Trier Nach der Amokfahrt: „Da war das reinste Chaos“

Trier · Im Trierer Amokprozess haben am Freitag mehrere Polizisten ihre Eindrücke vom Tatort geschildert. Es sind bedrückende Schilderungen.

 Der mit Hans- und Fußschellen gefesselte Angeklagte wird am Freitag von einem Justizbediensteten in den Gerichtssaal geführt.

Der mit Hans- und Fußschellen gefesselte Angeklagte wird am Freitag von einem Justizbediensteten in den Gerichtssaal geführt.

Foto: TV/Rolf Seydewitz

Wer den im August begonnenen Amokprozess im großen Sitzungssaal des Trierer Landgerichts mitverfolgt, braucht an manchen Tagen starke Nerven. Am Freitag ist so ein Tag. Für einen kurzen Moment nur und nach ausdrücklicher Vorwarnung der Vorsitzenden Richterin Petra Schmitz wird das Foto einer Frau gezeigt, die bei der Amokfahrt am 1. Dezember vergangenen Jahres ihr Leben verloren hat.

Die Hilfskräfte, berichtet ein Kripobeamter, der damals selbst vor Ort war, hätten noch alles versucht, um die Frau zu retten. Doch die Verletzungen der 73-Jährigen waren zu schwerwiegend. Die Frau starb im Rettungswagen.

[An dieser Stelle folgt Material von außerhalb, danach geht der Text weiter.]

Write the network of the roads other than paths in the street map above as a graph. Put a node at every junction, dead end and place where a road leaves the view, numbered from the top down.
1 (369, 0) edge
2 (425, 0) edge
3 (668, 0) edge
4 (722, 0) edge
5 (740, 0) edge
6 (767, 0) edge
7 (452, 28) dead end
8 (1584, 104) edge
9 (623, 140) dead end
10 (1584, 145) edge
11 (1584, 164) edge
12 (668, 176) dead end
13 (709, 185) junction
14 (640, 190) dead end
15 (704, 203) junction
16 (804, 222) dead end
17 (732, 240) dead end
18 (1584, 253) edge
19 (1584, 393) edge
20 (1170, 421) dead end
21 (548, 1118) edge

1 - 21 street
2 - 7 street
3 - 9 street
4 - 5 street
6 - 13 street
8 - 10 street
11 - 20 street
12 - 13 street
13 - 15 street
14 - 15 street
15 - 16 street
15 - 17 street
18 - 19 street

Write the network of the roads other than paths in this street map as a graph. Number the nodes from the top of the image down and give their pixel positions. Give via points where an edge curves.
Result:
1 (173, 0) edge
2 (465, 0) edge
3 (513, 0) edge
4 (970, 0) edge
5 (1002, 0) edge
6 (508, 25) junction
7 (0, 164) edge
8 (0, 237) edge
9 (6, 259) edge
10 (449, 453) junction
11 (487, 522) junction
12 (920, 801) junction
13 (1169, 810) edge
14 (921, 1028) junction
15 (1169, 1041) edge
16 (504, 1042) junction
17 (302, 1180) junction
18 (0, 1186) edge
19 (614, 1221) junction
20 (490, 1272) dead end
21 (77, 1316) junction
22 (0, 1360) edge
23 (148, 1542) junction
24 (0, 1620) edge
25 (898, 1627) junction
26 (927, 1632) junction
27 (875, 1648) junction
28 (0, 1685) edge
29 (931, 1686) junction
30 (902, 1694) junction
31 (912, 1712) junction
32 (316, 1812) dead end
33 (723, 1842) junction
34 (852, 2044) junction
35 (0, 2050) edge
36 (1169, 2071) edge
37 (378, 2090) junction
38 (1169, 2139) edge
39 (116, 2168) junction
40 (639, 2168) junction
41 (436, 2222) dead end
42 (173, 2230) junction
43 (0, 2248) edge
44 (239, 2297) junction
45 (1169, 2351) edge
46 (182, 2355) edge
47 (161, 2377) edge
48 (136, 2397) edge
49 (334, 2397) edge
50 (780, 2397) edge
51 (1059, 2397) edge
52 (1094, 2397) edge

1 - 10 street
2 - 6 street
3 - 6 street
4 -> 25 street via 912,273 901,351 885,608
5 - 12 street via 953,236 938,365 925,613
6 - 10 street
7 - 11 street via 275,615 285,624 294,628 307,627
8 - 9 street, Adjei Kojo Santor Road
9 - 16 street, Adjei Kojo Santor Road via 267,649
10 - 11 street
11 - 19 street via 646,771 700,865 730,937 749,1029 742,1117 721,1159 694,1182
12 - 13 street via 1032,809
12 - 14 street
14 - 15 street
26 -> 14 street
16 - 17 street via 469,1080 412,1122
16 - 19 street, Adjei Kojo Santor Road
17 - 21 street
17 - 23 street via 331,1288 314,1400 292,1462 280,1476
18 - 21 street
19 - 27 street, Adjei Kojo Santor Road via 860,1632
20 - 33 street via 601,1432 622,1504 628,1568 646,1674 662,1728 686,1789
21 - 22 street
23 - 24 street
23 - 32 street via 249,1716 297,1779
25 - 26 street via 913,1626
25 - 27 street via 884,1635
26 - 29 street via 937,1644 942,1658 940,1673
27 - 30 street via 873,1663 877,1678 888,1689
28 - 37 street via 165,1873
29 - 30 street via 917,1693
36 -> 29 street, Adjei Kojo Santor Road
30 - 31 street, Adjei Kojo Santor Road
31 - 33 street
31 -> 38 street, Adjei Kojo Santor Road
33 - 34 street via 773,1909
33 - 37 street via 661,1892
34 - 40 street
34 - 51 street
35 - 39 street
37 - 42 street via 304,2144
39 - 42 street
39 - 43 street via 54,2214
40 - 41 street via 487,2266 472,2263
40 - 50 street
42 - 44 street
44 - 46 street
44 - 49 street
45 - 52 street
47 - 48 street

Auch ein anderer Polizist, der mit zwei Kollegen an jenem 1. Dezembernachmittag in die Fußgängerzone beordert wurde und irgendwann den Streifenwagen stehen ließ, um zu Fuß vom Hauptmarkt Richtung Konstantinstraße zu gehen, erzählt am Freitag im Landgericht von schlimmen Bildern, die die Beamten zu sehen bekamen. Auf dem Hauptmarkt hätten sich Helfer und Passanten um einen Mann und einen Säugling gekümmert. Dass es nicht gut um die beiden steht, „hat man gesehen“, erinnert sich der junge Polizist. Später erfährt er, dass es sich bei den beiden Verstorbenen um den Vater und die erst neun Wochen alte Tochter gehandelt hat. Auch an der lebensgefährlich verletzten Frau in der Brotstraße kommen die Beamten vorbei.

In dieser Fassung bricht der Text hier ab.